## TASK INSTRUCTIONS
Only lines containing "formed" are wanted from the data below. Copy those lines.

## EXERCISE INPUT
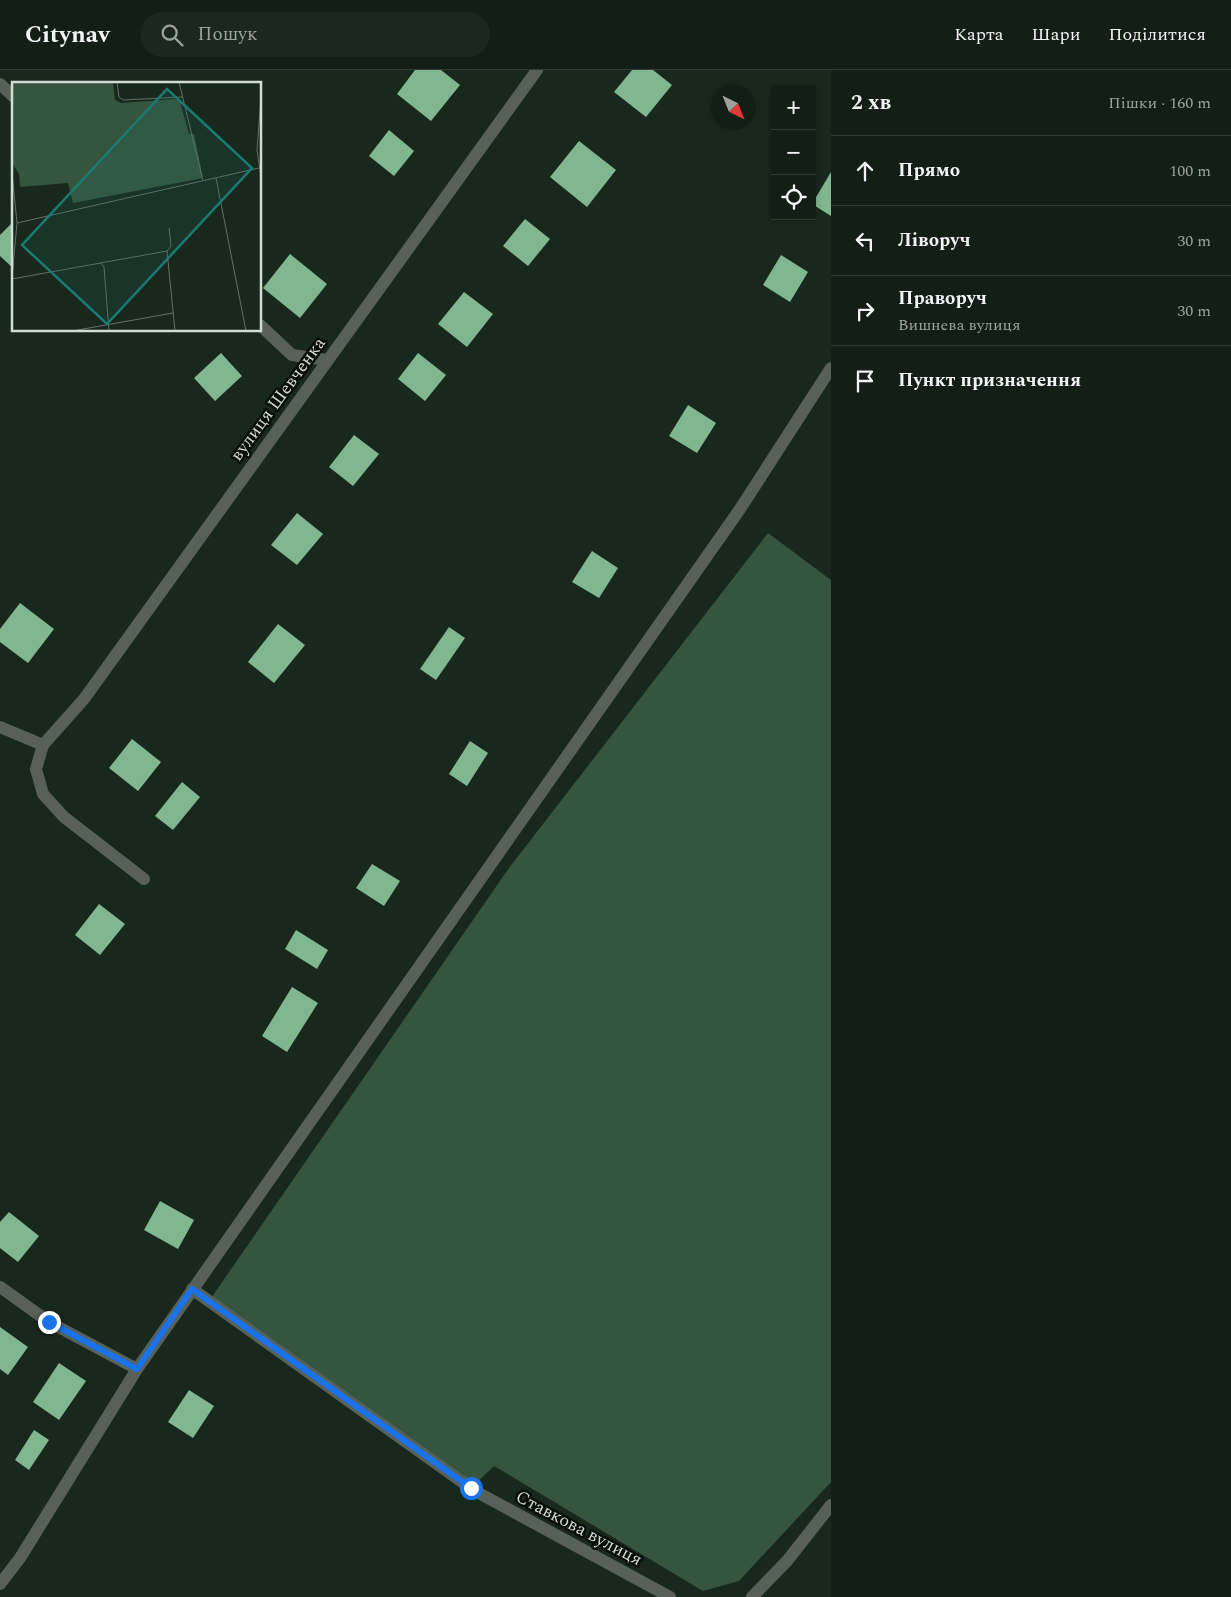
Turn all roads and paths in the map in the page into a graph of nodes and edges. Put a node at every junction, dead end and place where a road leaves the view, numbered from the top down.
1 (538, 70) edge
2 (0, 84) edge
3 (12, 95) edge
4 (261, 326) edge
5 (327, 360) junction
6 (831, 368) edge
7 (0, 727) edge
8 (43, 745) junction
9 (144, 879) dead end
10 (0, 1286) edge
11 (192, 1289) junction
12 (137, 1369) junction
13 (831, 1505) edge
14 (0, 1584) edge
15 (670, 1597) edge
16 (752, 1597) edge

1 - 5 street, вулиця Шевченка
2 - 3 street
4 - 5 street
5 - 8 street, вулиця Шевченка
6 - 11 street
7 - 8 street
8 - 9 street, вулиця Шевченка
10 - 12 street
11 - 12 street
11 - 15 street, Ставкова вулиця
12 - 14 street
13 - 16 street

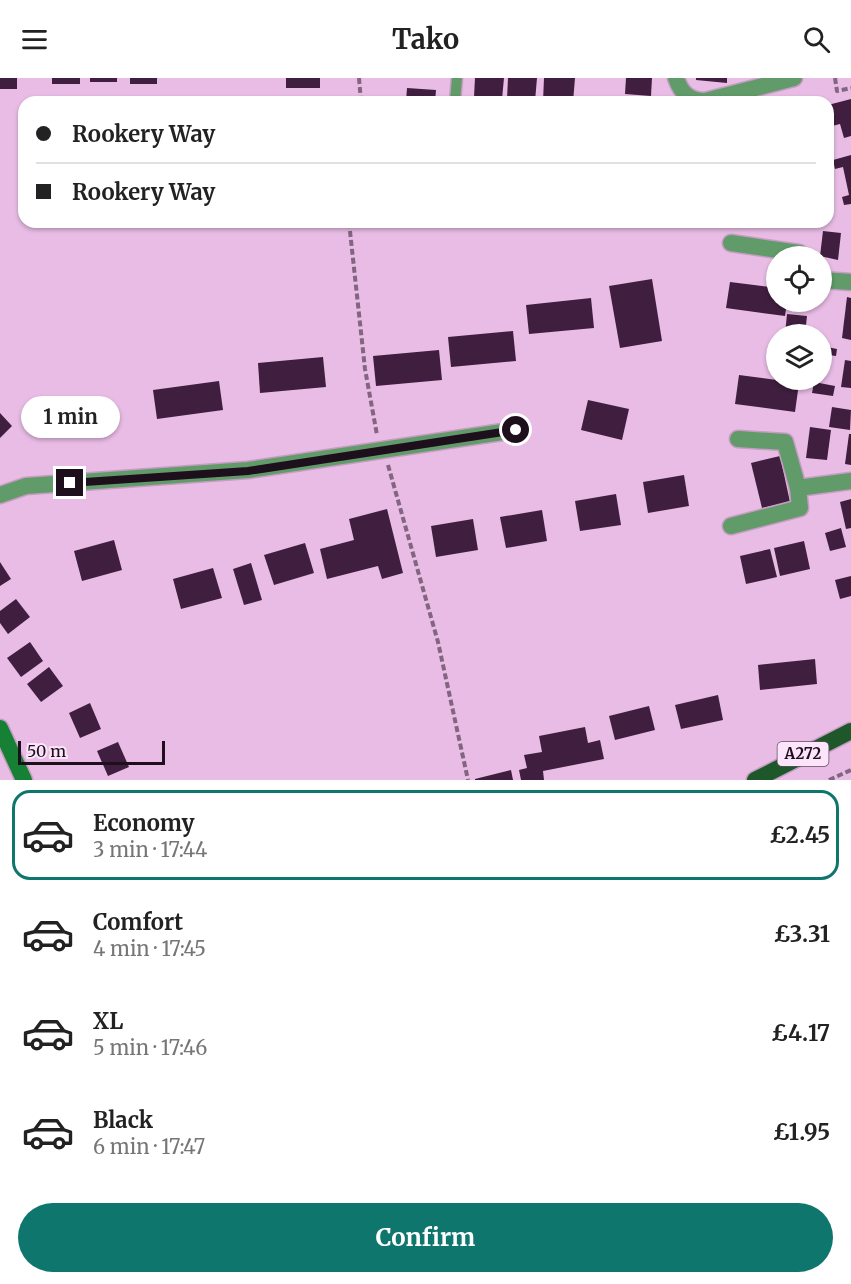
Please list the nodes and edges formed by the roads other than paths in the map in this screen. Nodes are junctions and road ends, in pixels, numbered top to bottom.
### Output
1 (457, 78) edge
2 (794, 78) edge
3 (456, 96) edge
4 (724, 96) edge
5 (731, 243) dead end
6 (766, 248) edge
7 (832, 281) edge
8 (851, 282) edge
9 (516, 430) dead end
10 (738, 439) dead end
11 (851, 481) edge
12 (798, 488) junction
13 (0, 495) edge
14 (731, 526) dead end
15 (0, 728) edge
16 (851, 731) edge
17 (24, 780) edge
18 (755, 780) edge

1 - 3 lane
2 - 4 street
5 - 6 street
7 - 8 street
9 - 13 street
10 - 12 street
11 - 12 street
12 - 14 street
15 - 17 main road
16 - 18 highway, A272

==

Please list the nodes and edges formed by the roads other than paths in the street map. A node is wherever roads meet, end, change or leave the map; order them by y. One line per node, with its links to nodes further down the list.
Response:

## RESPONSE TO THIS EXERCISE
Please list the nodes and edges formed by the roads other than paths in the map in this screen. Nodes are junctions and road ends, in pixels, numbered top to bottom.
Please list the nodes and edges formed by the roads other than paths in the street map. A node is wherever roads meet, end, change or leave the map; order them by y. One line per node, with its links to nodes further down the list.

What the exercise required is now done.